For some of you oldies, you may remember that I posted some 500 words of this story a while back. I thought I might just post up some more and see how people feel about this.

Critique away!

************************************************** ************************************************** **

Stephen was eleven years old when he witnessed his parents’ execution. While seeking shelter from a storm, they had trespassed in the Reverent Temple. As a minor, Stephen was spared execution, instead sent to work on a farm just outside Old Bristol. He called it Old Bristol, because that’s what his parents had called it. The city’s new name was a mash of vowels and consonants he could not pronounce.

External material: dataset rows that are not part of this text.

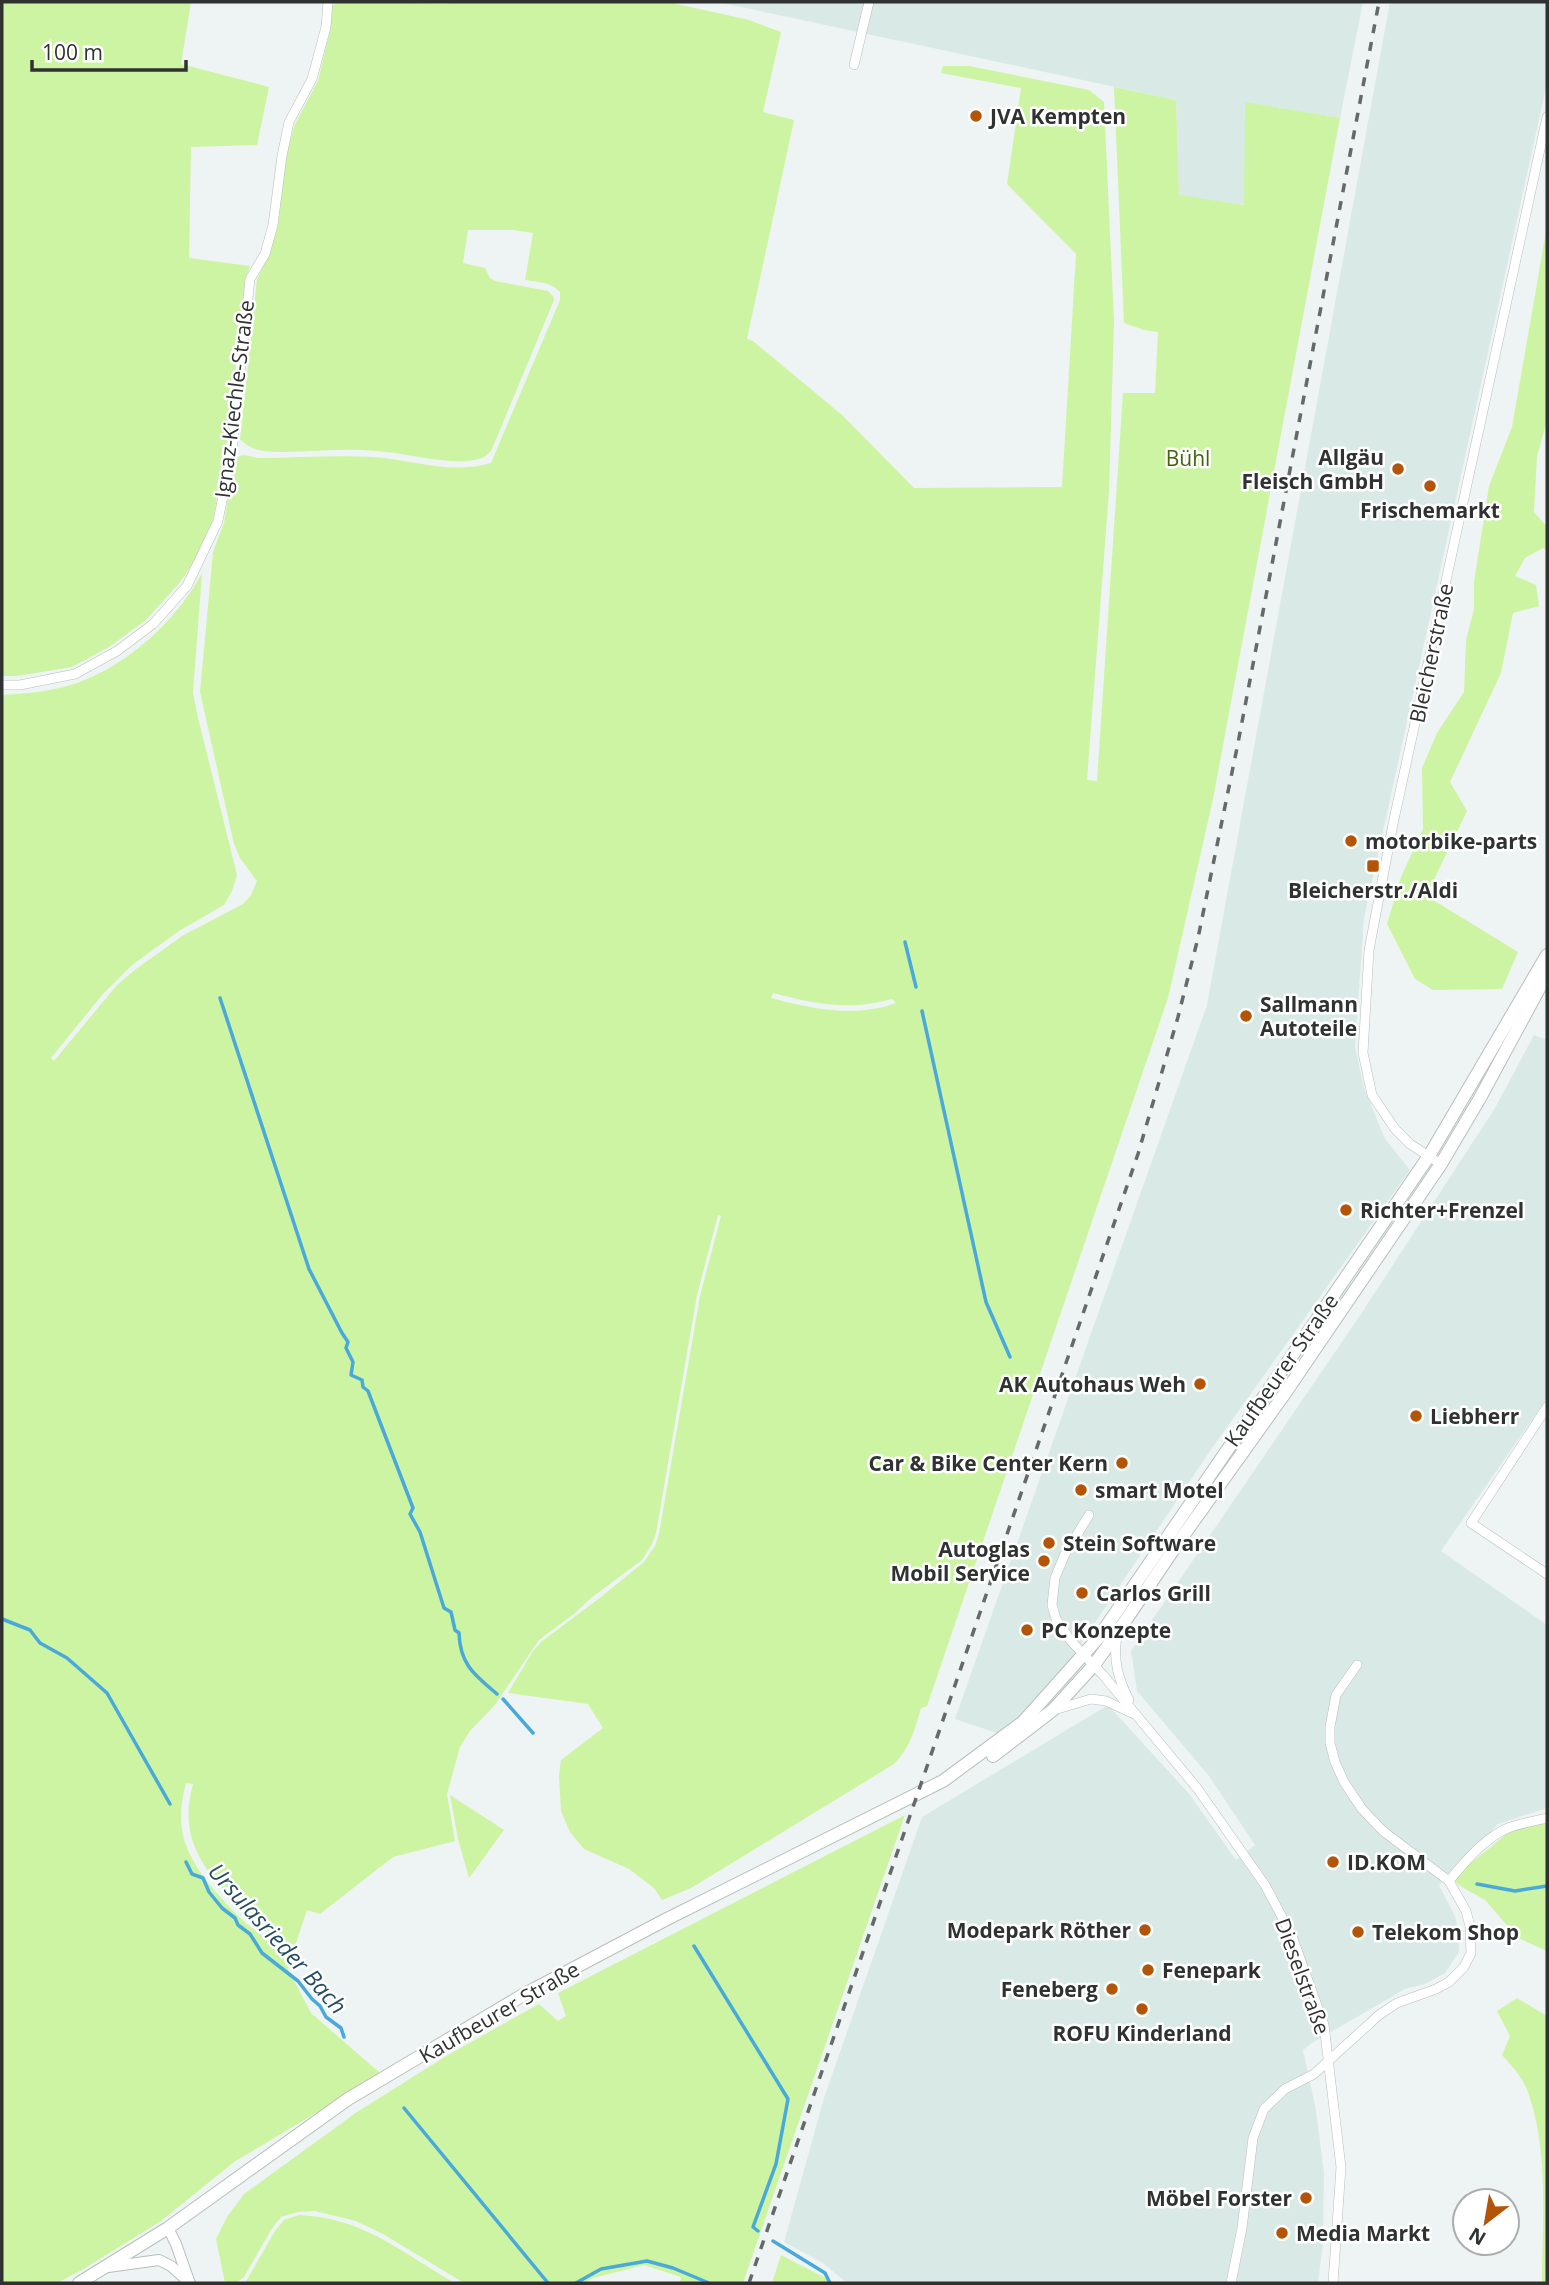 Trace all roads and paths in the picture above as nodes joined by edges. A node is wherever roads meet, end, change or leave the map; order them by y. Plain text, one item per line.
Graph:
1 (328, 2) edge
2 (869, 2) edge
3 (854, 65) dead end
4 (1547, 117) edge
5 (2, 685) edge
6 (1547, 955) edge
7 (1547, 974) edge
8 (1429, 1156) junction
9 (1441, 1164) junction
10 (1547, 1407) edge
11 (1089, 1515) dead end
12 (1547, 1574) edge
13 (1117, 1633) junction
14 (1089, 1660) junction
15 (1357, 1665) dead end
16 (1053, 1710) junction
17 (1135, 1714) junction
18 (943, 1781) junction
19 (1547, 1818) edge
20 (1449, 1881) junction
21 (1329, 2059) junction
22 (168, 2228) junction
23 (105, 2267) junction
24 (79, 2283) edge
25 (190, 2283) edge
26 (1231, 2283) edge
27 (1333, 2283) edge

1 - 5 street, Ignaz-Kiechle-Straße
2 - 3 street
4 - 8 street, Bleicherstraße
6 - 8 main road, Kaufbeurer Straße
7 - 9 main road, Kaufbeurer Straße
8 - 9 street, Bleicherstraße
8 - 14 main road, Kaufbeurer Straße
9 - 13 main road, Kaufbeurer Straße
10 - 12 street
11 - 14 street, Dieselstraße
13 - 14 main road, Kaufbeurer Straße
13 - 17 street, Dieselstraße
14 - 16 main road, Kaufbeurer Straße
14 - 17 street, Dieselstraße
14 - 18 main road, Kaufbeurer Straße
15 - 20 street
16 - 17 street, Dieselstraße
16 - 18 main road, Kaufbeurer Straße
17 - 21 street, Dieselstraße
18 - 22 main road, Kaufbeurer Straße
19 - 20 street
20 - 21 street
21 - 26 street
21 - 27 street, Dieselstraße
22 - 23 main road, Kaufbeurer Straße
22 - 25 street
23 - 24 main road, Kaufbeurer Straße
23 - 25 street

Though sent to school, Stephen had difficulties learning things. It wasn’t that he was dull, far from it. Mechanically, he may have been considered a genius. Anything that broke down on the farm he was able to fix and soon became known as “Kid fix it” (the phrase uttered by the farm owners when machinery failed to work to specifications). But Stephen had trouble learning languages. Since The Arrival, every aspect of life changed to suit the conquerors of Earth, including customs, laws, culture and language. He often missed great swaths of his schooling, and when he did attend, spent most of his time in the detention room for fighting with other students or mouthing off at a purifier.

At eighteen, Stephen’s life changed: he met Louise. She arrived on the farm during a winter blizzard, her hands frost-bitten and her face a pale blue. She had been released from service and cast out of her master’s home – for what reason she never explained. Stephen was first to greet her, as he was securing the fences on the perimeter when he spotted her staggering through the three feet deep snow. Her muffled cries barely carried to his ears through the whistling wind. She collapsed in his arms, shivering. Her eyes fluttered, shedding the icicles that clung to her lashes.

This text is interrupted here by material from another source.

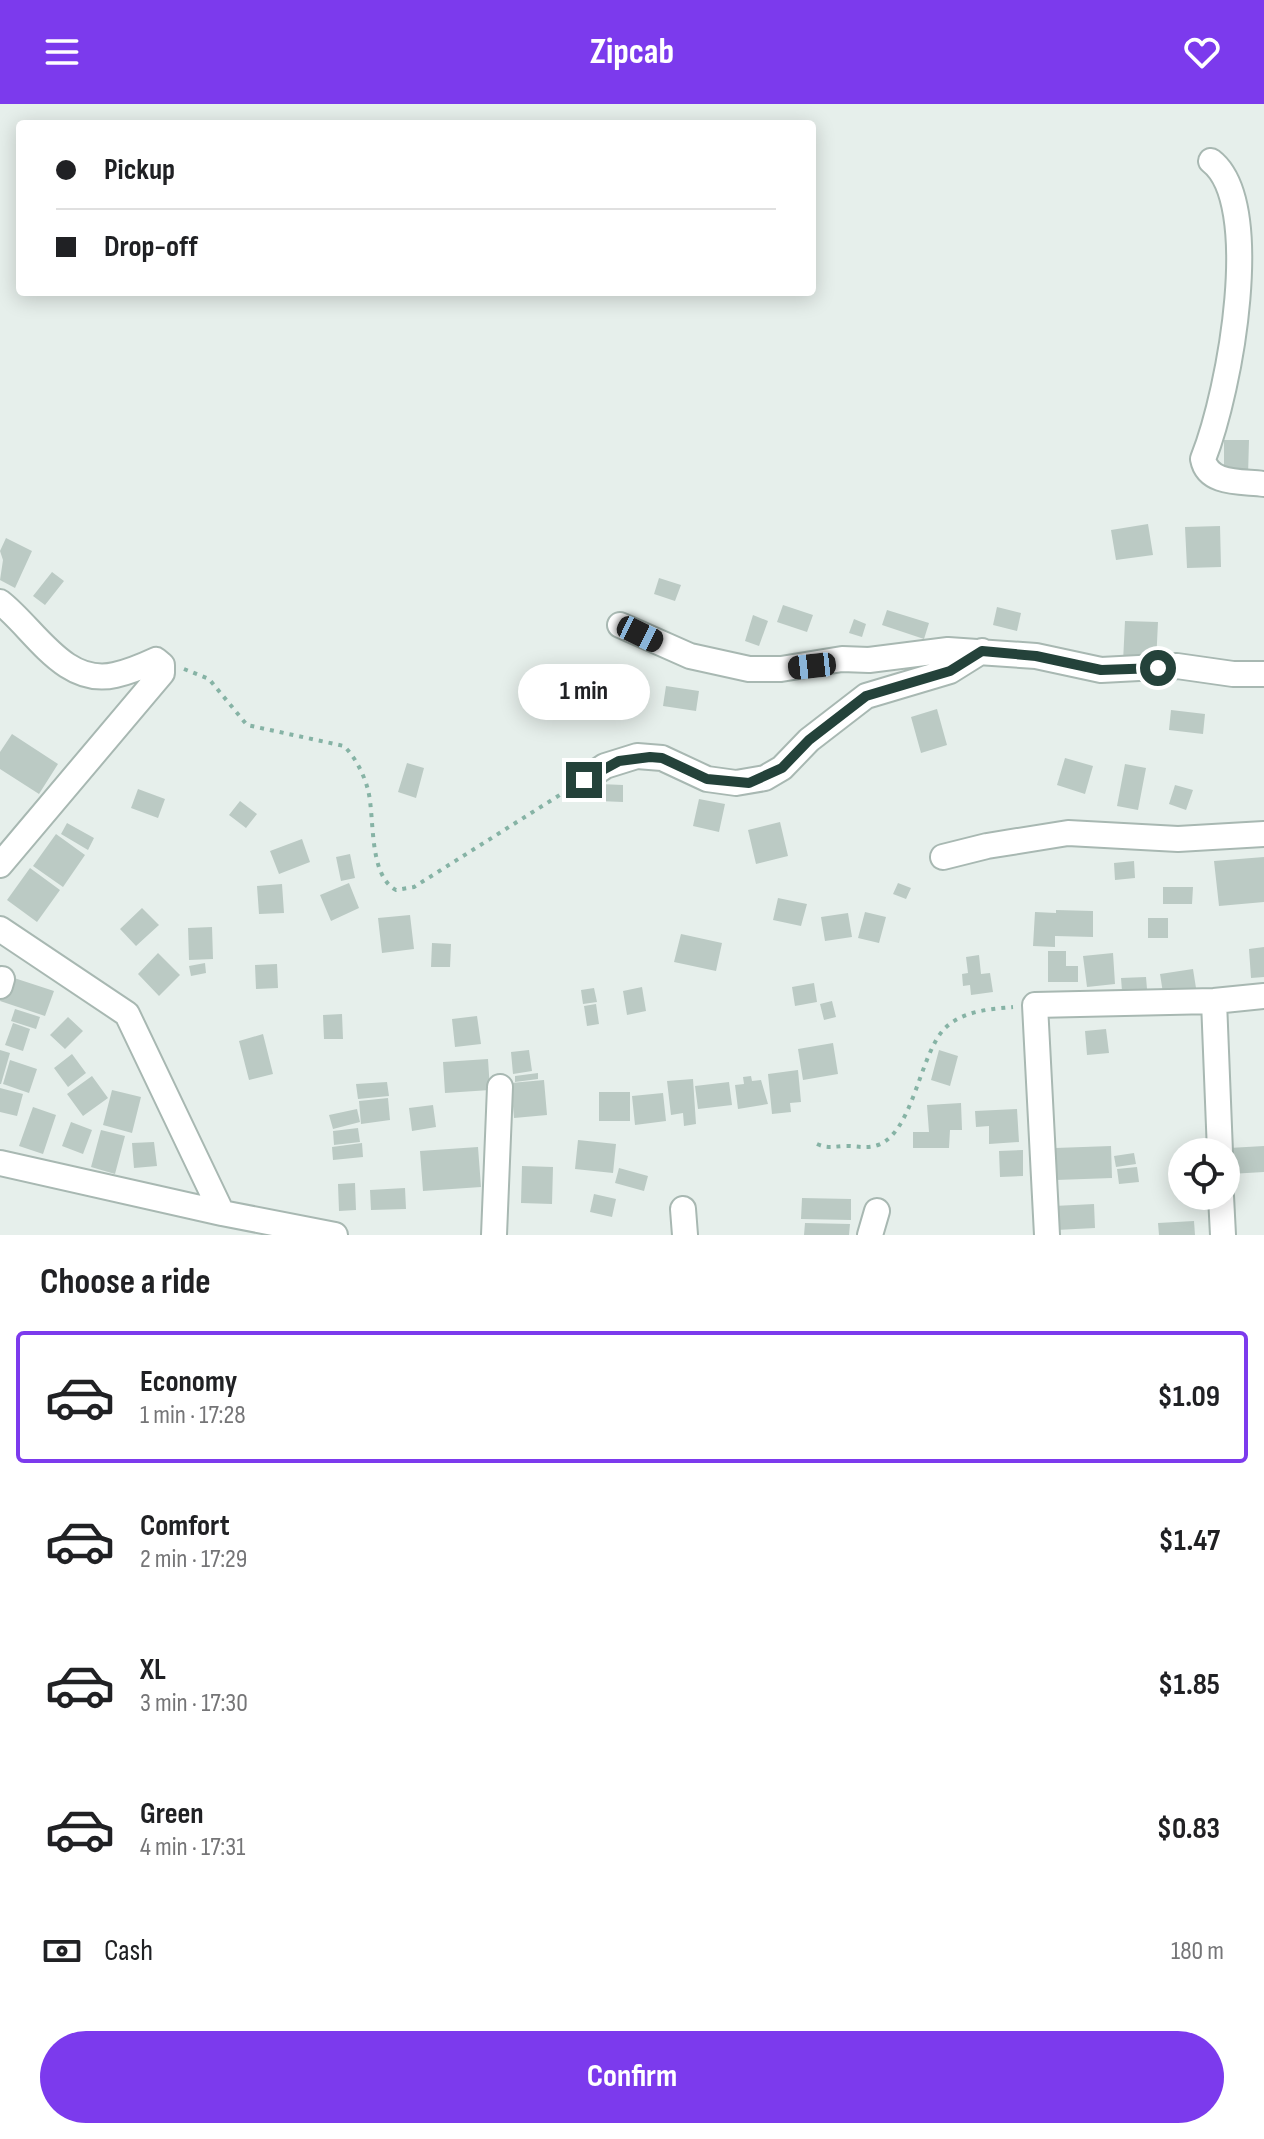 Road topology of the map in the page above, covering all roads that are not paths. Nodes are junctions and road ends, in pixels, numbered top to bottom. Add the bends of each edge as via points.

Stephen had a fire roaring in the shelter of the old, disused barn when she awoke. At first she was skittish, a cat that had just been rescued, but did not understand its situation and found nothing familiar in its surroundings. Stephen offered a bowl of soup he had kept warm for her. She hugged the blanket Stephen had draped over her tightly to her body and drew her knees up to her chest. Her wide eyes continued to dart around the barn. Stephen placed the bowl three feet from her and retreated back to the fire, poking at it randomly.

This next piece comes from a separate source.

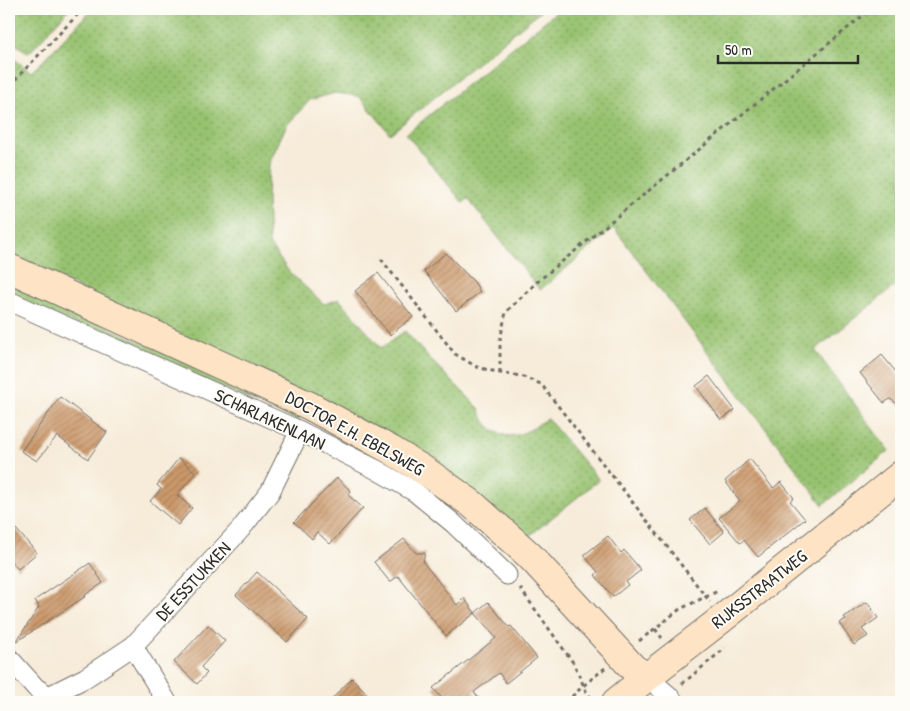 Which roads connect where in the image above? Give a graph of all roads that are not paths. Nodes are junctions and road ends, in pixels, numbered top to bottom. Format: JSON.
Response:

The young girl reached over to the bowl, never taking her eyes off Stephen, then quickly snatched it and placed the lip of the bowl to her mouth. Stephen smiled as he heard her slurping, but didn’t remove his gaze from the fire until he heard the empty bowl clink on the floor.

“Feel better?” Stephen turned to her and smiled. She remained huddled, with unblinking eyes transfixed on him. As he reached to take the bowl she recoiled. Stephen remembered being like that once, but it had been beaten out of him many years ago.

Fists of wind pounded at the door, its shrill echoing from the rafters. Stephen pulled a blanket over himself and lay down. It had been a long day, longer than most, and his body felt the ache of it. He closed his eyes, the wind’s shrill becoming almost musical in his sleepy malaise.

When he awoke, he was surprised to see the young girl asleep next to him. He shuffled toward the fire and prodded it from its own slumber. He placed a couple of piece of tinder on the dying embers, and watched it erupt into life. The wind had died down, but the cold was still biting at any exposed flesh. The girl’s fingers were still a deep blue. He carefully took her hands and wrapped his own gently around them. She remained unmoved, unconscious from exhaustion.

“Who knows how many miles you travelled to get here,” he whispered to himself.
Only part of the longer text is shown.